** Opening Supplied data block **

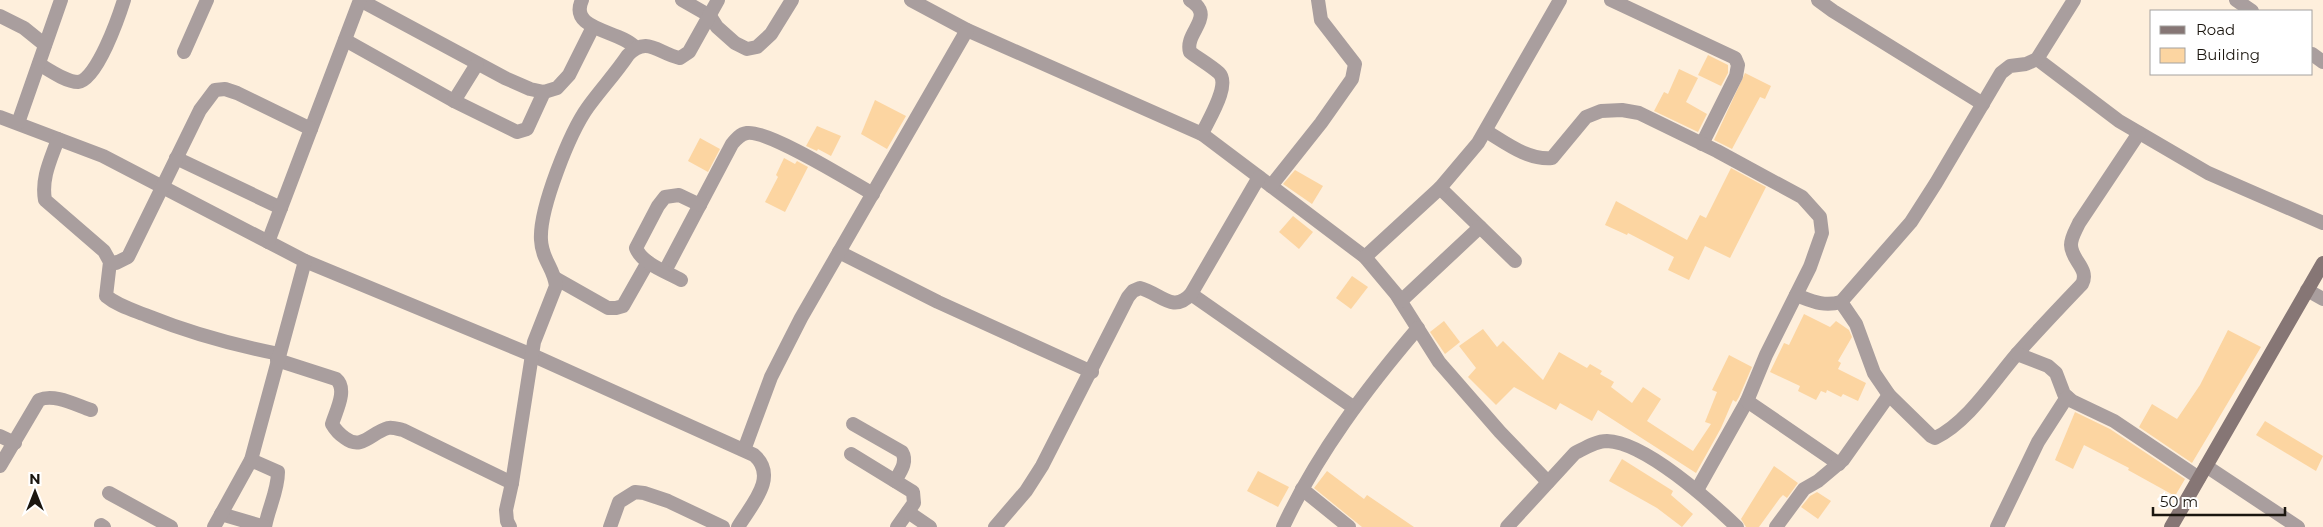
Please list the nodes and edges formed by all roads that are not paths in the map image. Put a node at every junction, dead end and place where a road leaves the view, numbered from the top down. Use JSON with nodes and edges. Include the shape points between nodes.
{"nodes":[{"id":1,"x":61,"y":0,"type":"edge"},
{"id":2,"x":124,"y":0,"type":"edge"},
{"id":3,"x":207,"y":0,"type":"edge"},
{"id":4,"x":360,"y":0,"type":"edge"},
{"id":5,"x":582,"y":0,"type":"edge"},
{"id":6,"x":682,"y":0,"type":"edge"},
{"id":7,"x":718,"y":0,"type":"edge"},
{"id":8,"x":792,"y":0,"type":"edge"},
{"id":9,"x":911,"y":0,"type":"edge"},
{"id":10,"x":1190,"y":0,"type":"edge"},
{"id":11,"x":1318,"y":0,"type":"edge"},
{"id":12,"x":1560,"y":0,"type":"edge"},
{"id":13,"x":1611,"y":0,"type":"edge"},
{"id":14,"x":1818,"y":0,"type":"edge"},
{"id":15,"x":2074,"y":0,"type":"edge"},
{"id":16,"x":2236,"y":0,"type":"edge"},
{"id":17,"x":2251,"y":10,"type":"edge"},
{"id":18,"x":0,"y":16,"type":"edge"},
{"id":19,"x":710,"y":16,"type":"junction"},
{"id":20,"x":593,"y":27,"type":"junction"},
{"id":21,"x":967,"y":30,"type":"junction"},
{"id":22,"x":345,"y":40,"type":"junction"},
{"id":23,"x":45,"y":45,"type":"junction"},
{"id":24,"x":635,"y":47,"type":"junction"},
{"id":25,"x":184,"y":52,"type":"dead end"},
{"id":26,"x":2037,"y":59,"type":"junction"},
{"id":27,"x":39,"y":64,"type":"junction"},
{"id":28,"x":477,"y":64,"type":"junction"},
{"id":29,"x":544,"y":92,"type":"junction"},
{"id":30,"x":454,"y":101,"type":"junction"},
{"id":31,"x":1983,"y":104,"type":"junction"},
{"id":32,"x":0,"y":117,"type":"edge"},
{"id":33,"x":18,"y":123,"type":"junction"},
{"id":34,"x":311,"y":129,"type":"junction"},
{"id":35,"x":1486,"y":131,"type":"junction"},
{"id":36,"x":2139,"y":133,"type":"junction"},
{"id":37,"x":1202,"y":134,"type":"junction"},
{"id":38,"x":58,"y":139,"type":"junction"},
{"id":39,"x":1702,"y":144,"type":"junction"},
{"id":40,"x":176,"y":158,"type":"junction"},
{"id":41,"x":1260,"y":177,"type":"junction"},
{"id":42,"x":162,"y":186,"type":"junction"},
{"id":43,"x":1271,"y":186,"type":"junction"},
{"id":44,"x":1440,"y":188,"type":"junction"},
{"id":45,"x":873,"y":194,"type":"junction"},
{"id":46,"x":700,"y":205,"type":"junction"},
{"id":47,"x":281,"y":208,"type":"junction"},
{"id":48,"x":2323,"y":223,"type":"edge"},
{"id":49,"x":1480,"y":226,"type":"junction"},
{"id":50,"x":268,"y":242,"type":"junction"},
{"id":51,"x":839,"y":252,"type":"junction"},
{"id":52,"x":1365,"y":257,"type":"junction"},
{"id":53,"x":305,"y":261,"type":"junction"},
{"id":54,"x":1515,"y":261,"type":"dead end"},
{"id":55,"x":110,"y":262,"type":"junction"},
{"id":56,"x":648,"y":262,"type":"junction"},
{"id":57,"x":2323,"y":263,"type":"edge"},
{"id":58,"x":665,"y":271,"type":"junction"},
{"id":59,"x":555,"y":278,"type":"junction"},
{"id":60,"x":681,"y":280,"type":"dead end"},
{"id":61,"x":2306,"y":290,"type":"junction"},
{"id":62,"x":1191,"y":294,"type":"junction"},
{"id":63,"x":1796,"y":295,"type":"junction"},
{"id":64,"x":2323,"y":299,"type":"edge"},
{"id":65,"x":1401,"y":301,"type":"junction"},
{"id":66,"x":1841,"y":302,"type":"junction"},
{"id":67,"x":1418,"y":328,"type":"junction"},
{"id":68,"x":2017,"y":354,"type":"junction"},
{"id":69,"x":532,"y":355,"type":"junction"},
{"id":70,"x":278,"y":357,"type":"junction"},
{"id":71,"x":1092,"y":372,"type":"junction"},
{"id":72,"x":1889,"y":395,"type":"junction"},
{"id":73,"x":2067,"y":397,"type":"junction"},
{"id":74,"x":1746,"y":401,"type":"junction"},
{"id":75,"x":1353,"y":407,"type":"junction"},
{"id":76,"x":91,"y":410,"type":"dead end"},
{"id":77,"x":853,"y":424,"type":"dead end"},
{"id":78,"x":0,"y":436,"type":"edge"},
{"id":79,"x":15,"y":443,"type":"junction"},
{"id":80,"x":744,"y":450,"type":"junction"},
{"id":81,"x":851,"y":454,"type":"dead end"},
{"id":82,"x":251,"y":460,"type":"junction"},
{"id":83,"x":1839,"y":464,"type":"junction"},
{"id":84,"x":0,"y":466,"type":"edge"},
{"id":85,"x":2206,"y":466,"type":"junction"},
{"id":86,"x":2199,"y":478,"type":"junction"},
{"id":87,"x":895,"y":481,"type":"junction"},
{"id":88,"x":1548,"y":482,"type":"junction"},
{"id":89,"x":512,"y":483,"type":"junction"},
{"id":90,"x":1302,"y":489,"type":"junction"},
{"id":91,"x":1697,"y":490,"type":"junction"},
{"id":92,"x":109,"y":493,"type":"dead end"},
{"id":93,"x":908,"y":512,"type":"junction"},
{"id":94,"x":221,"y":514,"type":"junction"},
{"id":95,"x":506,"y":525,"type":"edge"},
{"id":96,"x":170,"y":527,"type":"edge"},
{"id":97,"x":214,"y":527,"type":"edge"},
{"id":98,"x":265,"y":527,"type":"edge"},
{"id":99,"x":610,"y":527,"type":"edge"},
{"id":100,"x":723,"y":527,"type":"edge"},
{"id":101,"x":738,"y":527,"type":"edge"},
{"id":102,"x":897,"y":527,"type":"edge"},
{"id":103,"x":930,"y":527,"type":"edge"},
{"id":104,"x":995,"y":527,"type":"edge"},
{"id":105,"x":1283,"y":527,"type":"edge"},
{"id":106,"x":1349,"y":527,"type":"edge"},
{"id":107,"x":1507,"y":527,"type":"edge"},
{"id":108,"x":1738,"y":527,"type":"edge"},
{"id":109,"x":1776,"y":527,"type":"edge"},
{"id":110,"x":1997,"y":527,"type":"edge"},
{"id":111,"x":2171,"y":527,"type":"edge"},
{"id":112,"x":2298,"y":527,"type":"edge"}],
"edges":[{"from":1,"to":23,"type":"street"},
{"from":2,"to":27,"type":"street","via":[[112,36],[90,74],[76,82]]},
{"from":3,"to":25,"type":"street"},
{"from":4,"to":22,"type":"street"},
{"from":4,"to":28,"type":"street"},
{"from":5,"to":20,"type":"street","via":[[581,18]]},
{"from":6,"to":19,"type":"street"},
{"from":7,"to":19,"type":"street"},
{"from":8,"to":19,"type":"street","via":[[770,34],[757,47],[747,49],[717,27]]},
{"from":9,"to":21,"type":"street"},
{"from":10,"to":37,"type":"street","via":[[1201,14],[1189,41],[1190,52],[1219,73],[1224,81],[1223,90]]},
{"from":11,"to":43,"type":"street","via":[[1321,20],[1355,64],[1355,71],[1321,123]]},
{"from":12,"to":35,"type":"street"},
{"from":13,"to":39,"type":"street","via":[[1734,58],[1738,64],[1736,76]]},
{"from":14,"to":31,"type":"street"},
{"from":15,"to":26,"type":"street"},
{"from":16,"to":17,"type":"street"},
{"from":18,"to":23,"type":"street","via":[[24,28]]},
{"from":19,"to":24,"type":"street","via":[[689,52],[680,58],[650,46]]},
{"from":20,"to":24,"type":"street","via":[[619,36]]},
{"from":20,"to":29,"type":"street","via":[[569,75],[557,88]]},
{"from":21,"to":37,"type":"street"},
{"from":21,"to":45,"type":"street"},
{"from":22,"to":30,"type":"street"},
{"from":22,"to":34,"type":"street"},
{"from":23,"to":27,"type":"street"},
{"from":24,"to":59,"type":"street","via":[[587,108],[544,208],[541,238],[544,258]]},
{"from":26,"to":31,"type":"street","via":[[2010,66],[2001,73]]},
{"from":26,"to":36,"type":"street"},
{"from":27,"to":33,"type":"street"},
{"from":28,"to":29,"type":"street","via":[[530,89]]},
{"from":28,"to":30,"type":"street"},
{"from":29,"to":30,"type":"street","via":[[523,132],[510,129]]},
{"from":31,"to":66,"type":"street","via":[[1911,222]]},
{"from":32,"to":33,"type":"street"},
{"from":33,"to":38,"type":"street"},
{"from":34,"to":40,"type":"street","via":[[237,93],[215,90],[200,110]]},
{"from":34,"to":47,"type":"street"},
{"from":35,"to":39,"type":"street","via":[[1530,156],[1552,158],[1586,117],[1601,111],[1622,110],[1639,113]]},
{"from":35,"to":44,"type":"street"},
{"from":36,"to":48,"type":"street","via":[[2208,173]]},
{"from":36,"to":68,"type":"street","via":[[2072,236],[2072,252],[2084,271],[2082,284]]},
{"from":37,"to":41,"type":"street"},
{"from":38,"to":42,"type":"street","via":[[103,156]]},
{"from":38,"to":55,"type":"street","via":[[43,186],[45,200],[104,251]]},
{"from":39,"to":63,"type":"street","via":[[1802,196],[1820,217],[1822,233]]},
{"from":40,"to":42,"type":"street"},
{"from":40,"to":47,"type":"street"},
{"from":41,"to":43,"type":"street"},
{"from":41,"to":62,"type":"street"},
{"from":42,"to":50,"type":"street"},
{"from":42,"to":55,"type":"street","via":[[128,258]]},
{"from":43,"to":52,"type":"street"},
{"from":44,"to":49,"type":"street"},
{"from":44,"to":52,"type":"street"},
{"from":45,"to":46,"type":"street","via":[[780,142],[756,133],[746,133],[732,144]]},
{"from":45,"to":51,"type":"street"},
{"from":46,"to":56,"type":"street","via":[[679,195],[665,197],[636,248]]},
{"from":46,"to":58,"type":"street"},
{"from":47,"to":50,"type":"street"},
{"from":49,"to":54,"type":"street"},
{"from":49,"to":65,"type":"street"},
{"from":50,"to":53,"type":"street"},
{"from":51,"to":71,"type":"street","via":[[938,302]]},
{"from":51,"to":80,"type":"street","via":[[800,318],[771,377]]},
{"from":52,"to":65,"type":"street"},
{"from":53,"to":69,"type":"street"},
{"from":53,"to":70,"type":"street"},
{"from":55,"to":70,"type":"street","via":[[106,296],[113,303],[205,336]]},
{"from":56,"to":58,"type":"street"},
{"from":56,"to":59,"type":"street","via":[[623,306],[616,308],[608,308]]},
{"from":57,"to":61,"type":"main road"},
{"from":58,"to":60,"type":"street"},
{"from":59,"to":69,"type":"street","via":[[556,286],[539,327]]},
{"from":61,"to":64,"type":"street"},
{"from":61,"to":85,"type":"main road"},
{"from":62,"to":71,"type":"street","via":[[1177,304],[1140,288],[1133,291]]},
{"from":62,"to":75,"type":"street"},
{"from":63,"to":66,"type":"street","via":[[1820,305]]},
{"from":63,"to":74,"type":"street"},
{"from":65,"to":67,"type":"street"},
{"from":66,"to":72,"type":"street","via":[[1856,324],[1874,373]]},
{"from":67,"to":75,"type":"street"},
{"from":67,"to":88,"type":"street","via":[[1458,386]]},
{"from":68,"to":72,"type":"street","via":[[1973,407],[1935,438]]},
{"from":68,"to":73,"type":"street","via":[[2048,366],[2056,373]]},
{"from":69,"to":80,"type":"street"},
{"from":69,"to":89,"type":"street"},
{"from":70,"to":82,"type":"street"},
{"from":70,"to":89,"type":"street","via":[[340,382],[342,389],[332,424],[351,442],[359,443],[391,427],[403,430]]},
{"from":71,"to":104,"type":"street","via":[[1042,466]]},
{"from":72,"to":83,"type":"street"},
{"from":73,"to":86,"type":"street","via":[[2114,421]]},
{"from":73,"to":110,"type":"street","via":[[2038,442]]},
{"from":74,"to":83,"type":"street"},
{"from":74,"to":91,"type":"street"},
{"from":75,"to":90,"type":"street"},
{"from":76,"to":79,"type":"street","via":[[53,398],[39,400]]},
{"from":77,"to":87,"type":"street","via":[[905,456]]},
{"from":78,"to":79,"type":"street"},
{"from":79,"to":84,"type":"street"},
{"from":80,"to":101,"type":"street","via":[[761,461],[765,472],[763,486]]},
{"from":81,"to":87,"type":"street"},
{"from":82,"to":94,"type":"street"},
{"from":82,"to":98,"type":"street","via":[[278,472]]},
{"from":83,"to":109,"type":"street","via":[[1804,489]]},
{"from":85,"to":86,"type":"main road"},
{"from":85,"to":112,"type":"street"},
{"from":86,"to":111,"type":"main road"},
{"from":87,"to":93,"type":"street","via":[[913,492],[914,503]]},
{"from":88,"to":91,"type":"street","via":[[1575,453],[1607,441],[1649,457]]},
{"from":88,"to":107,"type":"street"},
{"from":89,"to":95,"type":"street"},
{"from":90,"to":105,"type":"street"},
{"from":90,"to":106,"type":"street"},
{"from":91,"to":108,"type":"street"},
{"from":92,"to":96,"type":"street"},
{"from":93,"to":102,"type":"street"},
{"from":93,"to":103,"type":"street"},
{"from":94,"to":97,"type":"street"},
{"from":94,"to":98,"type":"street"},
{"from":99,"to":100,"type":"street","via":[[619,502],[635,492],[668,501]]}]}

** Closing Supplied data block **

Scan the preceding listing for the string "main" and copy every line where it occurs.

Solution for this task —
{"from":57,"to":61,"type":"main road"},
{"from":61,"to":85,"type":"main road"},
{"from":85,"to":86,"type":"main road"},
{"from":86,"to":111,"type":"main road"},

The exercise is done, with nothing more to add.